> _YOUR ASSIGNMENT_
Your task is to give the number of lines in the listing that include "dead", and nothing else.
START GIVEN DATA
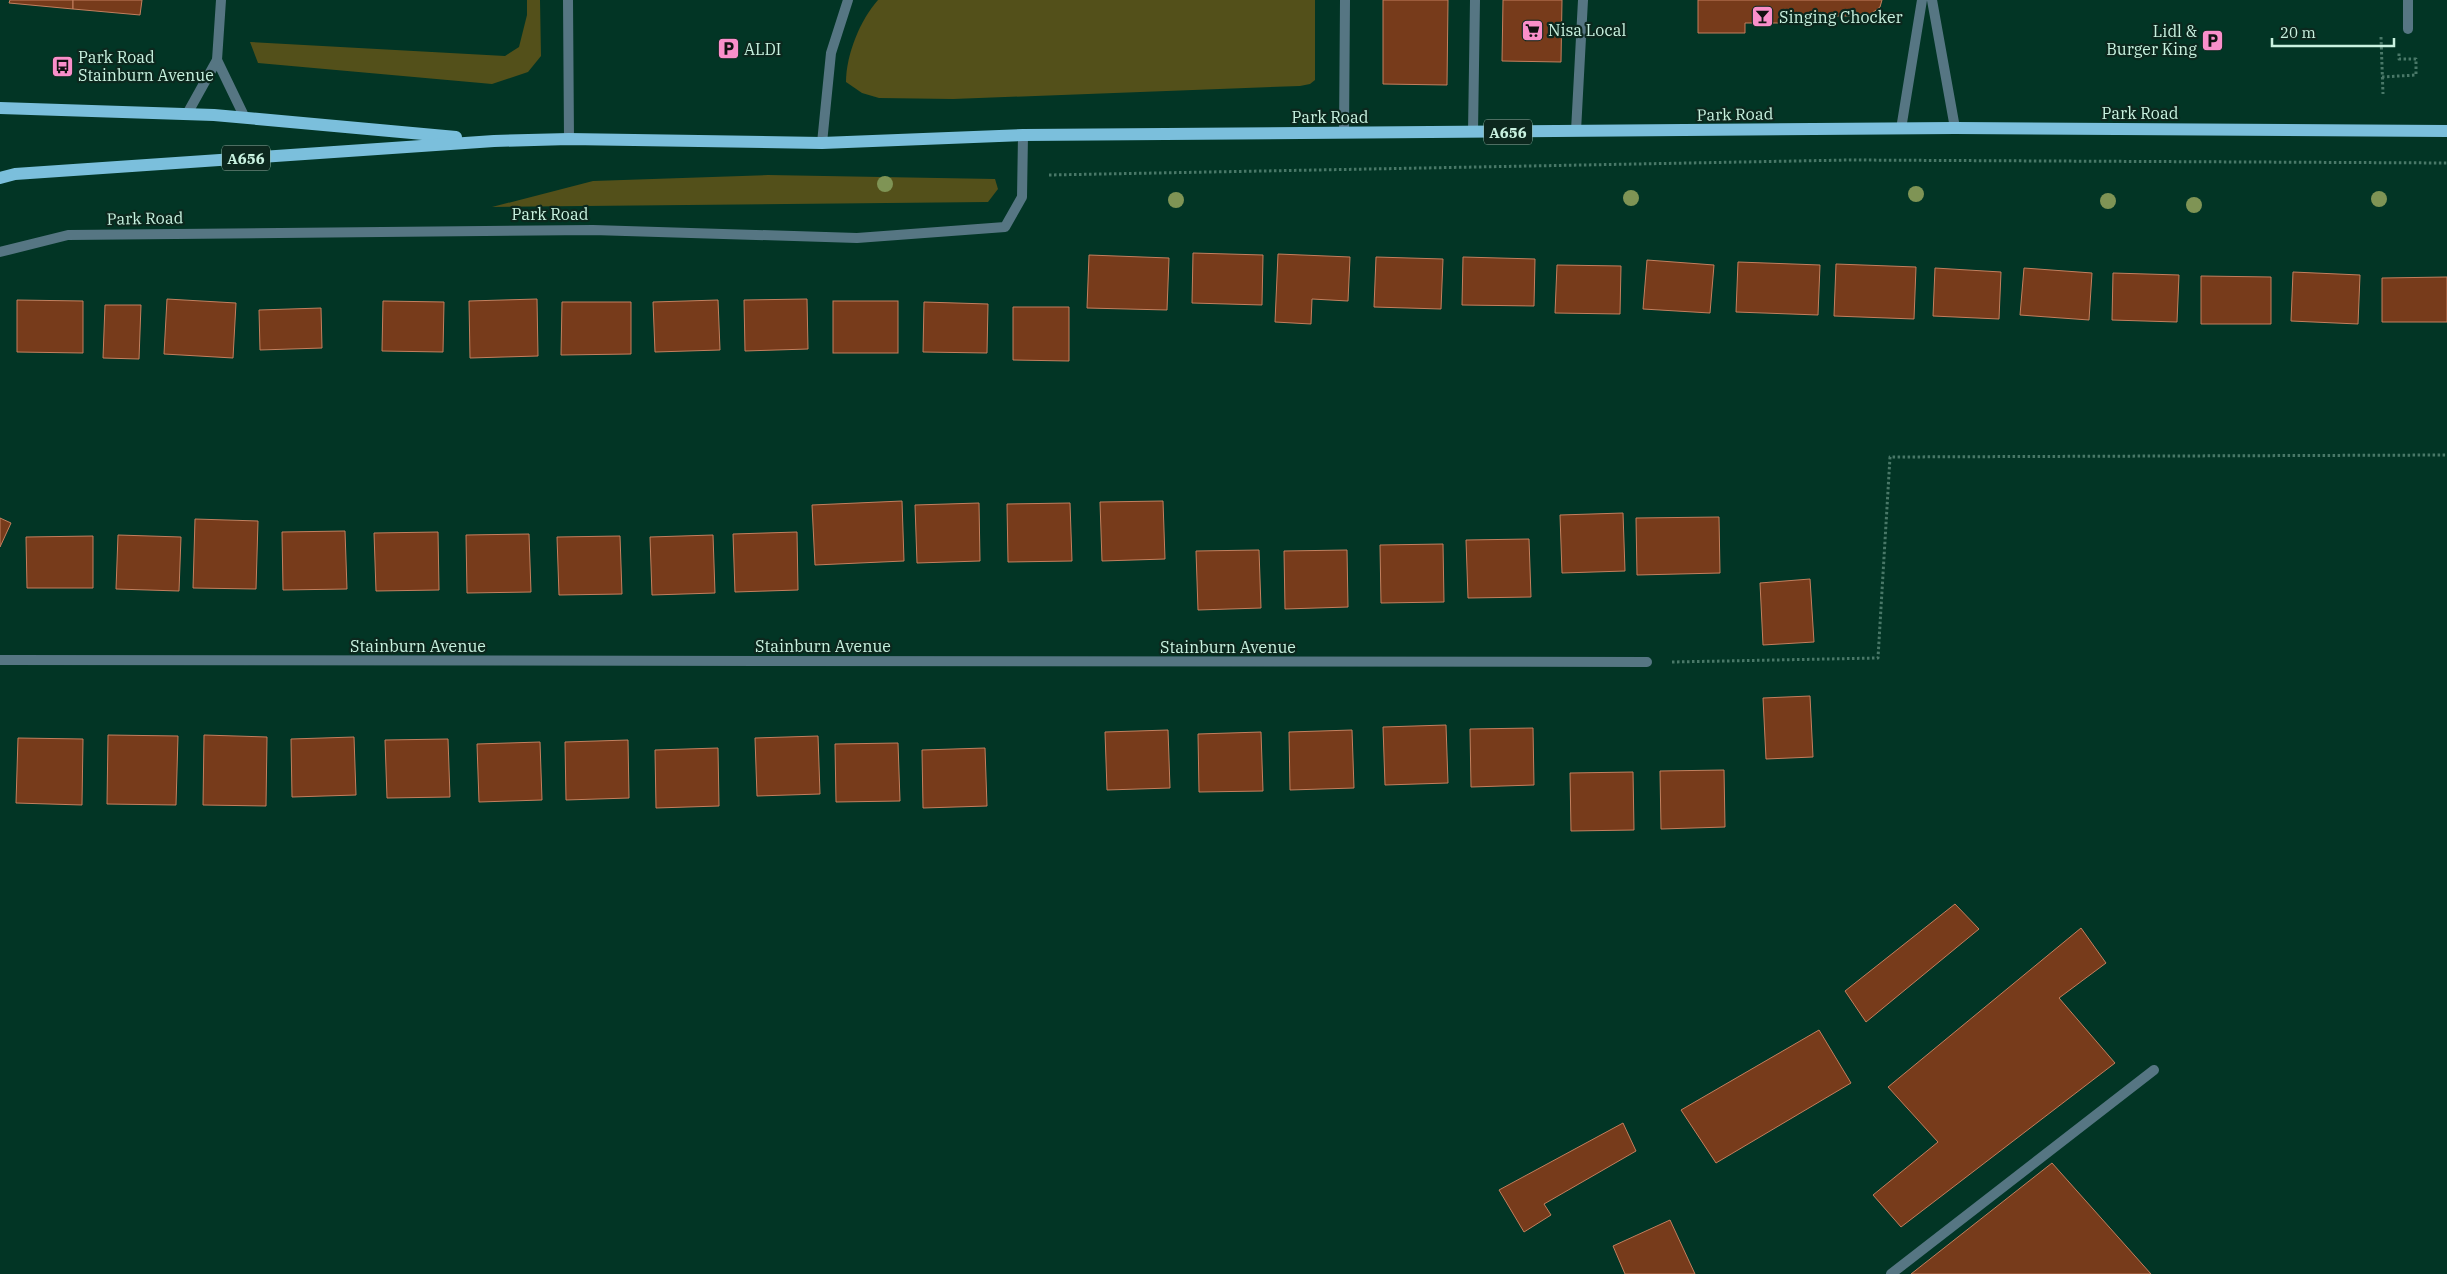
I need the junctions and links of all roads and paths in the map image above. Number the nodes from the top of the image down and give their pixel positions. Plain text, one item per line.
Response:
1 (221, 0) edge
2 (568, 0) edge
3 (848, 0) edge
4 (1345, 0) edge
5 (1475, 0) edge
6 (1583, 0) edge
7 (1922, 0) edge
8 (1932, 0) edge
9 (2408, 0) edge
10 (2380, 29) dead end
11 (2408, 29) dead end
12 (2399, 44) dead end
13 (217, 60) junction
14 (2382, 77) junction
15 (2383, 94) dead end
16 (0, 108) edge
17 (187, 114) junction
18 (245, 118) junction
19 (1955, 128) junction
20 (1901, 129) junction
21 (2447, 131) edge
22 (1473, 132) junction
23 (1576, 132) junction
24 (1344, 133) junction
25 (1023, 135) junction
26 (569, 139) junction
27 (494, 141) junction
28 (822, 143) junction
29 (2447, 163) edge
30 (0, 174) edge
31 (15, 174) junction
32 (1023, 176) junction
33 (0, 178) edge
34 (0, 252) edge
35 (2447, 455) edge
36 (0, 660) edge
37 (1647, 662) joint
38 (2154, 1070) dead end
39 (1891, 1274) edge

1 - 13 street
2 - 26 street
3 - 28 street
4 - 24 street
5 - 22 street
6 - 23 street
7 - 20 street
8 - 19 street
9 - 11 street
10 - 14 path
12 - 14 path
13 - 17 street
13 - 18 street
14 - 15 path
16 - 17 main road, Park Road / A656
17 - 18 main road, Park Road / A656
18 - 27 main road, Park Road / A656
19 - 20 main road, Park Road / A656
19 - 21 main road, Park Road / A656
20 - 23 main road, Park Road / A656
22 - 23 main road, Park Road / A656
22 - 24 main road, Park Road / A656
24 - 25 main road, Park Road / A656
25 - 28 main road, Park Road / A656
25 - 32 street, Park Road
26 - 27 main road, Park Road / A656
26 - 28 main road, Park Road / A656
27 - 31 main road, Park Road / A656
29 - 32 path
30 - 31 main road
31 - 33 main road, Park Road / A656
32 - 34 street, Park Road
35 - 37 path
36 - 37 street, Stainburn Avenue
38 - 39 street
END GIVEN DATA
> _RESPONSE BOX_
5